Collected data:
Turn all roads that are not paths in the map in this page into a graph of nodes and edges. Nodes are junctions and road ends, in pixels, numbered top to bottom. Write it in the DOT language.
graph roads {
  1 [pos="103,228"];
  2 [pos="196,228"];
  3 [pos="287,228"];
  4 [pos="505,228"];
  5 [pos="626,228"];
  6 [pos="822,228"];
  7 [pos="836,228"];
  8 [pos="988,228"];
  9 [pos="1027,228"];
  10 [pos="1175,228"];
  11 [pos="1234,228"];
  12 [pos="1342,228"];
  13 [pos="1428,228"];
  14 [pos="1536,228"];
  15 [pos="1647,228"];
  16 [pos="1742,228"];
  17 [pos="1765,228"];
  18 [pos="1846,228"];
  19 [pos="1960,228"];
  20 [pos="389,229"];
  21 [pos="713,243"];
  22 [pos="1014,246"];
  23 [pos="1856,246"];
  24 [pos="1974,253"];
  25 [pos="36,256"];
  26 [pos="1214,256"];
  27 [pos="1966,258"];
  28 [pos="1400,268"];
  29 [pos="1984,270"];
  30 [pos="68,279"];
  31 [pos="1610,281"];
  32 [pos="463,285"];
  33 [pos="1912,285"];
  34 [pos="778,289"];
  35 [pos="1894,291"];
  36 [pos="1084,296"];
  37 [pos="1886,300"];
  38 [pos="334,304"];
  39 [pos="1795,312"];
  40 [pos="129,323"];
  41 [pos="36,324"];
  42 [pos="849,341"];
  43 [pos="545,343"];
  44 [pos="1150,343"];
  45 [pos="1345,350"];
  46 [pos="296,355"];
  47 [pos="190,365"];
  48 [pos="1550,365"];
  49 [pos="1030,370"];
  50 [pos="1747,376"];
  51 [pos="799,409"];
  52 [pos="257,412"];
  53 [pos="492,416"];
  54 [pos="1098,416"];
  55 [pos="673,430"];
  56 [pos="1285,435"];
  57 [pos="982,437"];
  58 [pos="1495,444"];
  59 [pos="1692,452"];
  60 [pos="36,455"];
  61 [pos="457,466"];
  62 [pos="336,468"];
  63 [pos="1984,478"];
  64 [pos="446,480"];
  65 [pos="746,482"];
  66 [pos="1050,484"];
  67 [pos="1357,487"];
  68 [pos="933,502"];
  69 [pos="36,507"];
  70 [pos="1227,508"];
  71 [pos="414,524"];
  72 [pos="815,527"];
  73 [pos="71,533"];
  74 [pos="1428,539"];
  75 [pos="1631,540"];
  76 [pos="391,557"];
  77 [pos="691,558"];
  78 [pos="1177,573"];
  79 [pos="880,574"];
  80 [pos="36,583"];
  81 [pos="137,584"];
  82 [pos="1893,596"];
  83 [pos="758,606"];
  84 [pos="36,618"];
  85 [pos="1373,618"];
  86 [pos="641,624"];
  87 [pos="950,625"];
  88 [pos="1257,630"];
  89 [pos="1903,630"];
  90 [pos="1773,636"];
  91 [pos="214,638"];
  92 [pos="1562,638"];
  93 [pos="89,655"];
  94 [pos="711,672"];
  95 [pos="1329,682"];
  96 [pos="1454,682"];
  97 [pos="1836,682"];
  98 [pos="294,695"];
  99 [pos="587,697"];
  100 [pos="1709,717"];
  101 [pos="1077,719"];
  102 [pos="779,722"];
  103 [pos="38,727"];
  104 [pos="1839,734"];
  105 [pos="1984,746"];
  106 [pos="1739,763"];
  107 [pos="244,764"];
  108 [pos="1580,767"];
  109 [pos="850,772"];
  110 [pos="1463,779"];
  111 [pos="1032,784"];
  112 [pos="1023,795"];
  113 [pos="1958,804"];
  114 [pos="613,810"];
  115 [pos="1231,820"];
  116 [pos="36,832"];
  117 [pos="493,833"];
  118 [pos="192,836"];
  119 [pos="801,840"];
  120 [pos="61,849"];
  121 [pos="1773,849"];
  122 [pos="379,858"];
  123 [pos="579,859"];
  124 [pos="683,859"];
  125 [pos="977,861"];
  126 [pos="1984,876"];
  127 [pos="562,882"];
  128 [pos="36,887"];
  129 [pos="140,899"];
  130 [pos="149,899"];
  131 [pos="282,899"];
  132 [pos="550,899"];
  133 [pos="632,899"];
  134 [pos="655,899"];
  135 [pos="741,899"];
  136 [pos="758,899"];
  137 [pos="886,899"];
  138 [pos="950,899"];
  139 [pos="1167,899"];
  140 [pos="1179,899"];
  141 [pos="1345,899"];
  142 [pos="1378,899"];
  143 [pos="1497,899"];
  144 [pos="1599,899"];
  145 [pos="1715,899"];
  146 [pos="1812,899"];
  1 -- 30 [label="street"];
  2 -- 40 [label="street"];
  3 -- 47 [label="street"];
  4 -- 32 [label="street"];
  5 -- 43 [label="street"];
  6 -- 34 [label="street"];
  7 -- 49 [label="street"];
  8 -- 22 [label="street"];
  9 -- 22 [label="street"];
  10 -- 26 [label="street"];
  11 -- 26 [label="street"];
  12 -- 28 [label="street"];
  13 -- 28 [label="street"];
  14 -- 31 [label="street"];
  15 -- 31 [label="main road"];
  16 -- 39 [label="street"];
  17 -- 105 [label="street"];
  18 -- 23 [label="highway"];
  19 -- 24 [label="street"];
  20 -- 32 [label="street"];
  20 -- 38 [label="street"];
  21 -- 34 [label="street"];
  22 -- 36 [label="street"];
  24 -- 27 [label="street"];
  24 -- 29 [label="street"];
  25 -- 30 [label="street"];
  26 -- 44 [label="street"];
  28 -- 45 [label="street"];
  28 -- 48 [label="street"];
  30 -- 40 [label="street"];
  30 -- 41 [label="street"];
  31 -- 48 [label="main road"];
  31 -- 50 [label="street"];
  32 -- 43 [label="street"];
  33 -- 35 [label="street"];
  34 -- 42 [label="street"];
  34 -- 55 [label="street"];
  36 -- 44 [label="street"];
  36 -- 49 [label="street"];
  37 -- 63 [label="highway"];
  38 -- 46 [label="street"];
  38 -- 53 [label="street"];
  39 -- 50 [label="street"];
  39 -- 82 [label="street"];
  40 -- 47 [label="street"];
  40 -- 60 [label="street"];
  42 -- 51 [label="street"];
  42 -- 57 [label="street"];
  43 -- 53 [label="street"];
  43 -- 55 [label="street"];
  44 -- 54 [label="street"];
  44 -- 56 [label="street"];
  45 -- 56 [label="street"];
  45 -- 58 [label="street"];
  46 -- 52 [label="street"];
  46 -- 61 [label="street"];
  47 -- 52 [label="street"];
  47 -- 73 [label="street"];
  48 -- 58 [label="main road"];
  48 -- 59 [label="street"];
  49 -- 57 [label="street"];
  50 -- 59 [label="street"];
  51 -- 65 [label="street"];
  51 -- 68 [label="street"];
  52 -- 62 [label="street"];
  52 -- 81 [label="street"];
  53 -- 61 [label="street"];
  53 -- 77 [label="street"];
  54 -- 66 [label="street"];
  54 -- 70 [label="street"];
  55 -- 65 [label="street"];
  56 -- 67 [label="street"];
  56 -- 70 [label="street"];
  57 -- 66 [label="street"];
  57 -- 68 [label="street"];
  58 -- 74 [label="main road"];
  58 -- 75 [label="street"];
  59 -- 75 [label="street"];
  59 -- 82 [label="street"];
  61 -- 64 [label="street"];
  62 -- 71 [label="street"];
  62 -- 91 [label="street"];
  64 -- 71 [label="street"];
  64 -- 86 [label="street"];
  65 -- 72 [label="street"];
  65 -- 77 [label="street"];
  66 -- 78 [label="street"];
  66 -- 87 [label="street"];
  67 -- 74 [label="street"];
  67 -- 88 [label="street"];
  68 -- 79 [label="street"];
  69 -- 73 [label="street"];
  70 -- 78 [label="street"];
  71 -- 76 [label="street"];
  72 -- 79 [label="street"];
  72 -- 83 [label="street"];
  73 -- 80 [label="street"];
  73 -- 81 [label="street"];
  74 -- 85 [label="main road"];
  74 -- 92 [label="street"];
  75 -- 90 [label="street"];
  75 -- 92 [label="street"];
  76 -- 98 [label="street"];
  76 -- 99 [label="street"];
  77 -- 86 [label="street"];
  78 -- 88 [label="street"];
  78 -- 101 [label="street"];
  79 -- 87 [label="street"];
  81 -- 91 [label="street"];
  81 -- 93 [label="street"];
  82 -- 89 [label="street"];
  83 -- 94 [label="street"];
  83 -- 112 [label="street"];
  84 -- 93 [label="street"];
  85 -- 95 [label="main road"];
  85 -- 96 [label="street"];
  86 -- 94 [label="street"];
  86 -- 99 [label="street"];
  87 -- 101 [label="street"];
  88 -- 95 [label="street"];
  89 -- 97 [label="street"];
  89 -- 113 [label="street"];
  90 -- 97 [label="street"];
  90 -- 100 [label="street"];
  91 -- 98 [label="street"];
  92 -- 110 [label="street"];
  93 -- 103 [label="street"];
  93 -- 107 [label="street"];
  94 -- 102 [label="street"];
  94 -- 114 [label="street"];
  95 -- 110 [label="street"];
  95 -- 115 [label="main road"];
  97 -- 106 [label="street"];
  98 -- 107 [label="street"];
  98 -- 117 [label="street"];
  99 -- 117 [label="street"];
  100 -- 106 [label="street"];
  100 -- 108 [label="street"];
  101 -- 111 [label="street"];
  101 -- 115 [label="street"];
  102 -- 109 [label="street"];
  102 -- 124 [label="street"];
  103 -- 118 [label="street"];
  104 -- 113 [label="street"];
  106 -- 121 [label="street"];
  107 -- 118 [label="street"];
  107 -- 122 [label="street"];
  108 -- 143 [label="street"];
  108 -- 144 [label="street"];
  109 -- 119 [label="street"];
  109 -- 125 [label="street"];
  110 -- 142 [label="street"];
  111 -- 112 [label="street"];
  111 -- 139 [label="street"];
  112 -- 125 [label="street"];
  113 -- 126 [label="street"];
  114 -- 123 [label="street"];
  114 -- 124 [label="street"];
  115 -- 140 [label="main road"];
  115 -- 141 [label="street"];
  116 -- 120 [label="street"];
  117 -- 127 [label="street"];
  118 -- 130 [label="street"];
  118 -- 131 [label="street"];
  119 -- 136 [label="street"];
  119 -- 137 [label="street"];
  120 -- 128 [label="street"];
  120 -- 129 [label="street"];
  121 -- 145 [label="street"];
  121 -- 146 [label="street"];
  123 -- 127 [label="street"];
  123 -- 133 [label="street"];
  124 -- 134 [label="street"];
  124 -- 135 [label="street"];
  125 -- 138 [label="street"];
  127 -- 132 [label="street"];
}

_Task description_.
Which lines above include "graph"? Show each of them by copying it.

_Result of this exercise_.
Turn all roads that are not paths in the map in this page into a graph of nodes and edges. Nodes are junctions and road ends, in pixels, numbered top to bottom. Write it in the DOT language.
graph roads {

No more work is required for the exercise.